[Stored items]
- - - - -

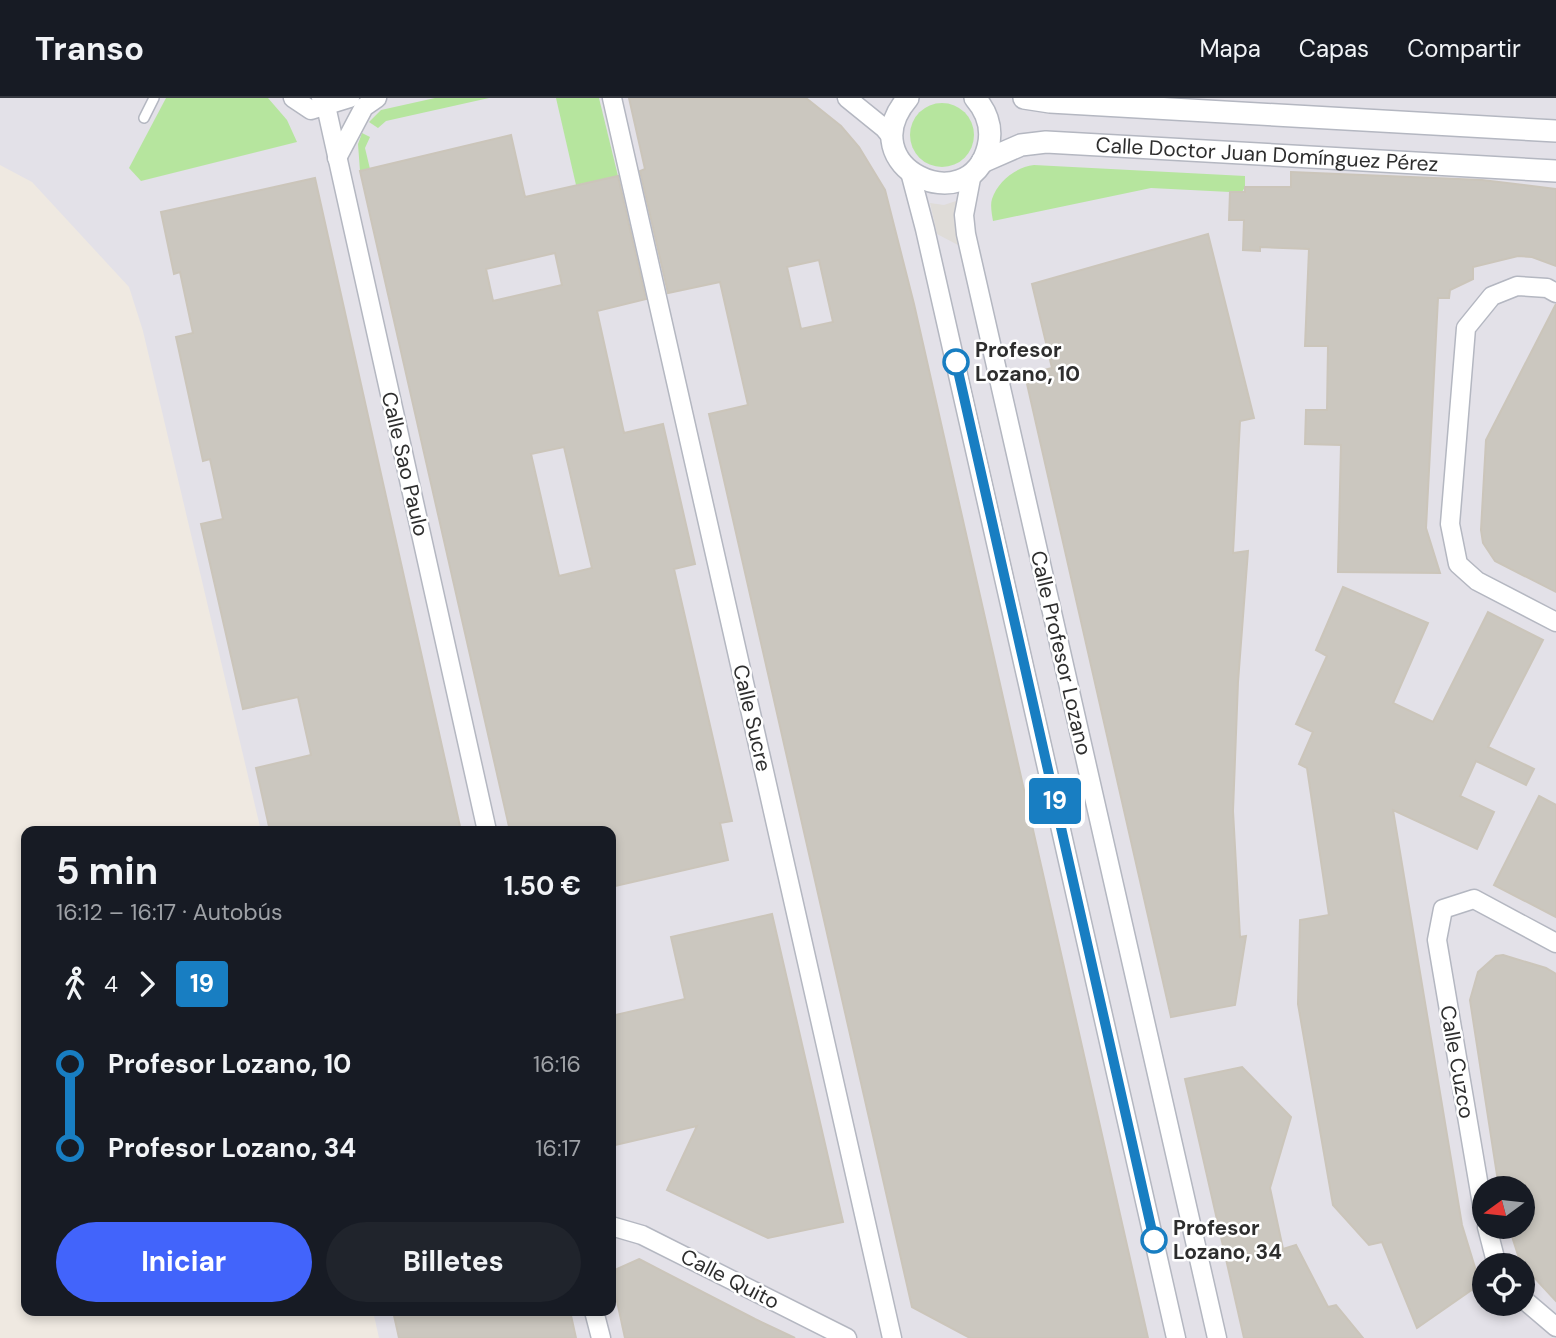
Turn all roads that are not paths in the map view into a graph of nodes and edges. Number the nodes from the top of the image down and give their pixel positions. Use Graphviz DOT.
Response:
graph roads {
  1 [pos="154,98"];
  2 [pos="293,98"];
  3 [pos="350,98"];
  4 [pos="377,98"];
  5 [pos="612,98"];
  6 [pos="846,98"];
  7 [pos="908,98"];
  8 [pos="975,98"];
  9 [pos="1024,98"];
  10 [pos="323,102"];
  11 [pos="144,118"];
  12 [pos="1556,131"];
  13 [pos="892,138"];
  14 [pos="337,158"];
  15 [pos="977,168"];
  16 [pos="1556,171"];
  17 [pos="910,172"];
  18 [pos="1556,293"];
  19 [pos="1556,622"];
  20 [pos="486,826"];
  21 [pos="1556,943"];
  22 [pos="1477,1176"];
  23 [pos="616,1228"];
  24 [pos="1535,1309"];
  25 [pos="595,1316"];
  26 [pos="1556,1327"];
  27 [pos="601,1338"];
  28 [pos="847,1338"];
  29 [pos="892,1338"];
  30 [pos="1176,1338"];
  31 [pos="1217,1338"];
  1 -- 11 [label="lane"];
  2 -- 10 [label="street"];
  3 -- 10 [label="street"];
  4 -- 14 [label="street"];
  5 -- 29 [label="street, Calle Sucre"];
  6 -- 13 [label="street"];
  7 -- 13 [label="street"];
  8 -- 15 [label="street"];
  9 -- 12 [label="street, Calle Doctor Juan Domínguez Pérez"];
  10 -- 14 [label="street, Calle Sao Paulo"];
  13 -- 17 [label="street"];
  14 -- 20 [label="street, Calle Sao Paulo"];
  15 -- 16 [label="street, Calle Doctor Juan Domínguez Pérez"];
  15 -- 17 [label="street, Calle Doctor Juan Domínguez Pérez"];
  15 -- 31 [label="street, Calle Profesor Lozano"];
  17 -- 30 [label="street, Calle Profesor Lozano"];
  18 -- 19 [label="street"];
  21 -- 22 [label="street, Calle Cuzco"];
  23 -- 28 [label="street, Calle Quito"];
  24 -- 26 [label="street"];
  25 -- 27 [label="street"];
}
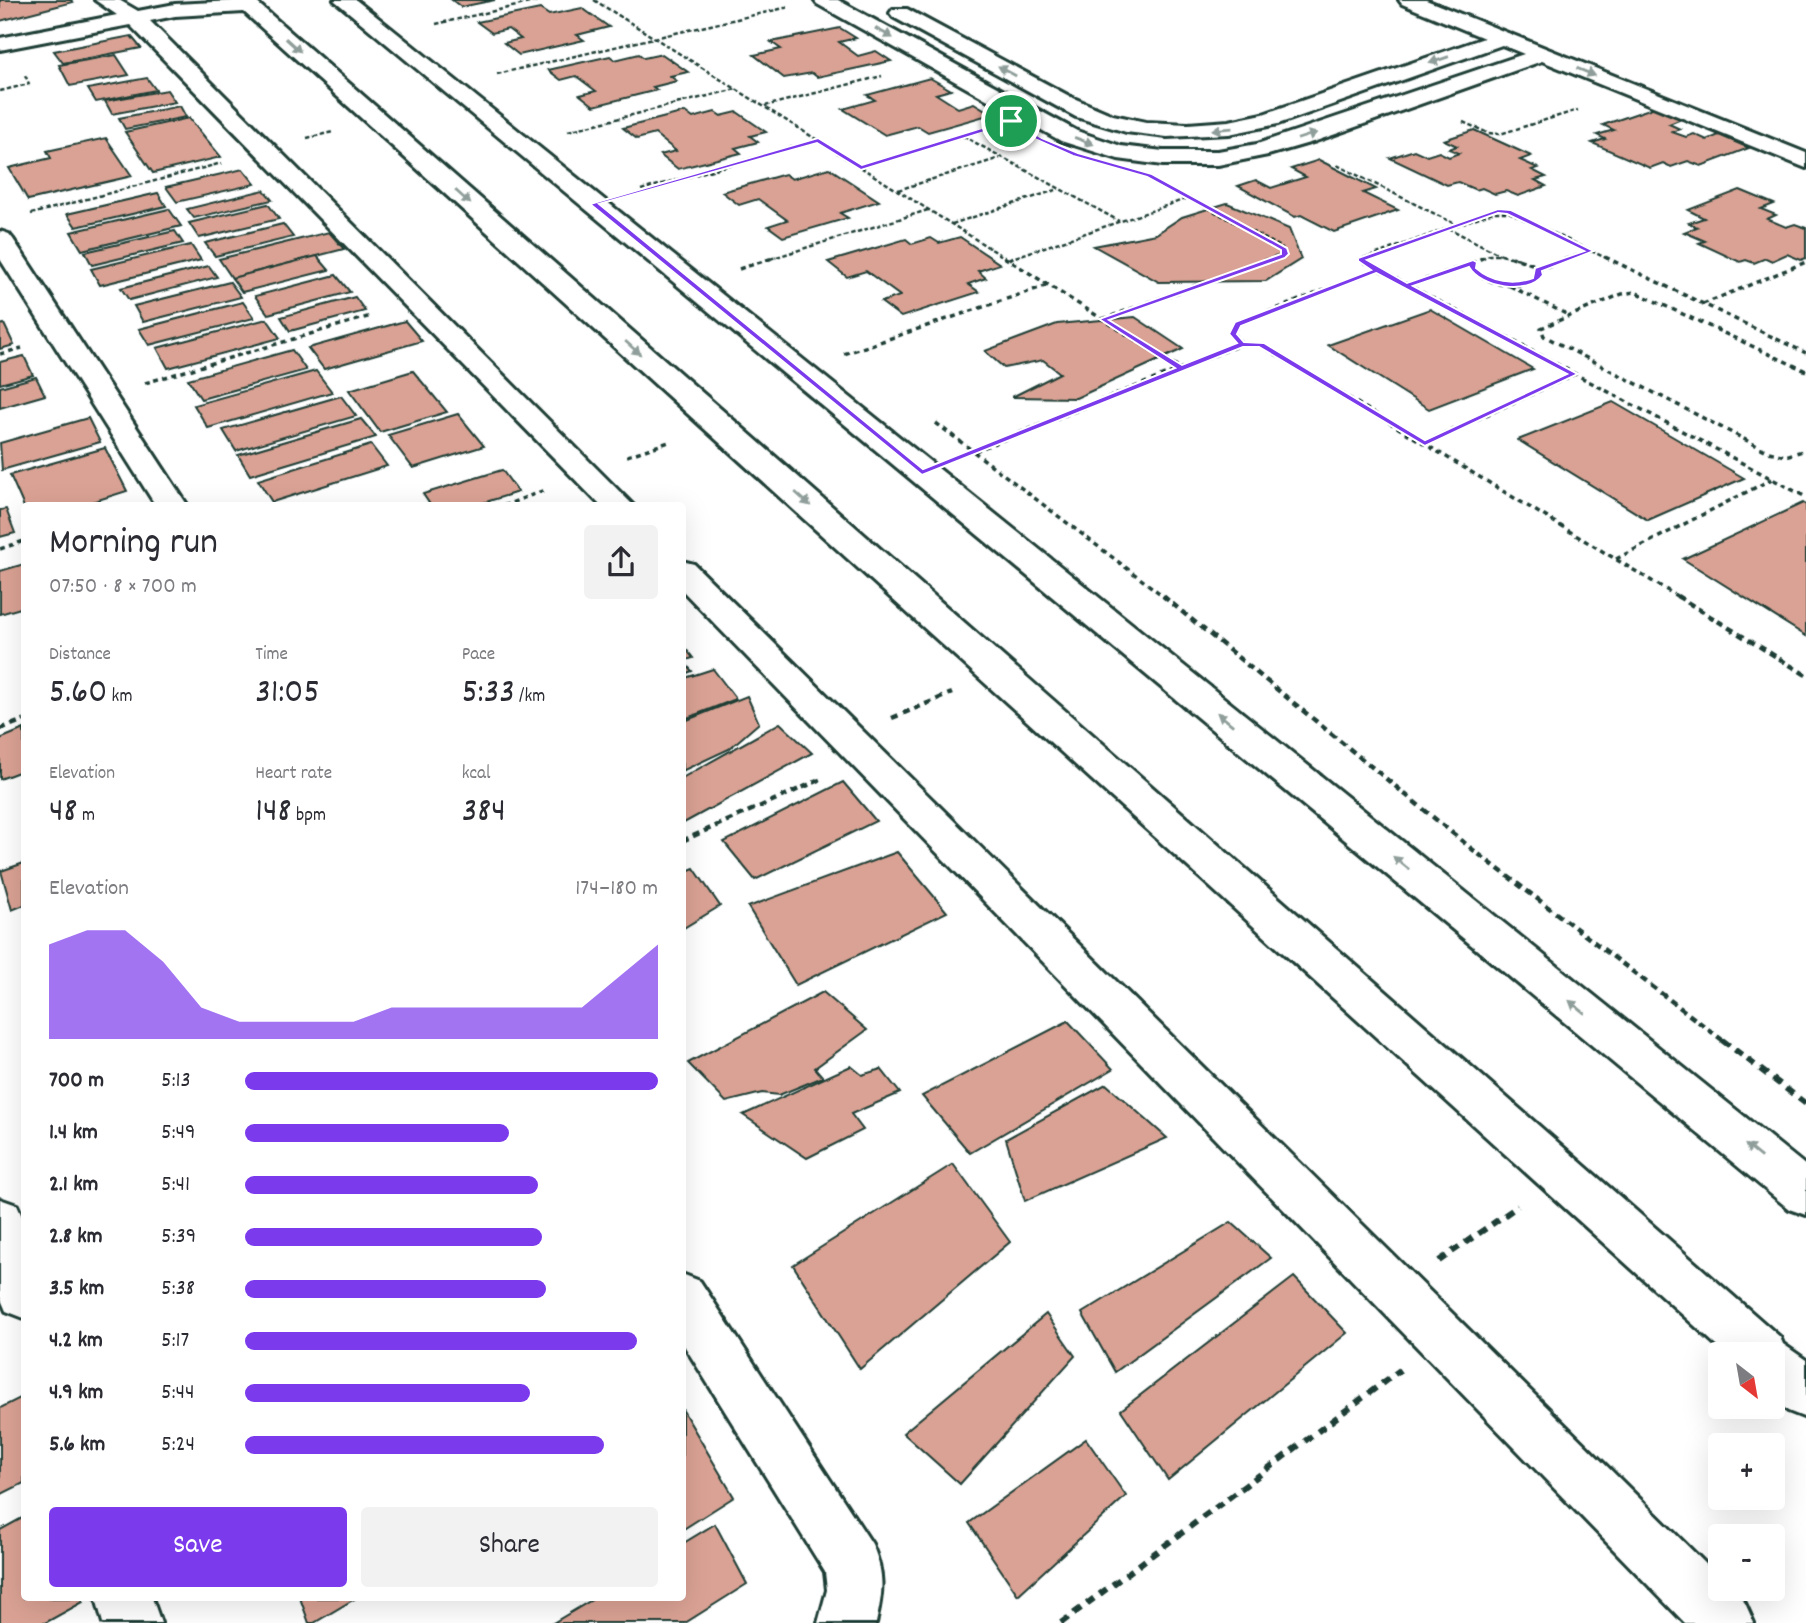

- - - - -

*EXERCISE DESCRIPTION*
Apart from the pictures, the entries above are to be repeated in full and exactly.

*TASK OUTPUT*
Turn all roads that are not paths in the map view into a graph of nodes and edges. Number the nodes from the top of the image down and give their pixel positions. Use Graphviz DOT.
Response:
graph roads {
  1 [pos="154,98"];
  2 [pos="293,98"];
  3 [pos="350,98"];
  4 [pos="377,98"];
  5 [pos="612,98"];
  6 [pos="846,98"];
  7 [pos="908,98"];
  8 [pos="975,98"];
  9 [pos="1024,98"];
  10 [pos="323,102"];
  11 [pos="144,118"];
  12 [pos="1556,131"];
  13 [pos="892,138"];
  14 [pos="337,158"];
  15 [pos="977,168"];
  16 [pos="1556,171"];
  17 [pos="910,172"];
  18 [pos="1556,293"];
  19 [pos="1556,622"];
  20 [pos="486,826"];
  21 [pos="1556,943"];
  22 [pos="1477,1176"];
  23 [pos="616,1228"];
  24 [pos="1535,1309"];
  25 [pos="595,1316"];
  26 [pos="1556,1327"];
  27 [pos="601,1338"];
  28 [pos="847,1338"];
  29 [pos="892,1338"];
  30 [pos="1176,1338"];
  31 [pos="1217,1338"];
  1 -- 11 [label="lane"];
  2 -- 10 [label="street"];
  3 -- 10 [label="street"];
  4 -- 14 [label="street"];
  5 -- 29 [label="street, Calle Sucre"];
  6 -- 13 [label="street"];
  7 -- 13 [label="street"];
  8 -- 15 [label="street"];
  9 -- 12 [label="street, Calle Doctor Juan Domínguez Pérez"];
  10 -- 14 [label="street, Calle Sao Paulo"];
  13 -- 17 [label="street"];
  14 -- 20 [label="street, Calle Sao Paulo"];
  15 -- 16 [label="street, Calle Doctor Juan Domínguez Pérez"];
  15 -- 17 [label="street, Calle Doctor Juan Domínguez Pérez"];
  15 -- 31 [label="street, Calle Profesor Lozano"];
  17 -- 30 [label="street, Calle Profesor Lozano"];
  18 -- 19 [label="street"];
  21 -- 22 [label="street, Calle Cuzco"];
  23 -- 28 [label="street, Calle Quito"];
  24 -- 26 [label="street"];
  25 -- 27 [label="street"];
}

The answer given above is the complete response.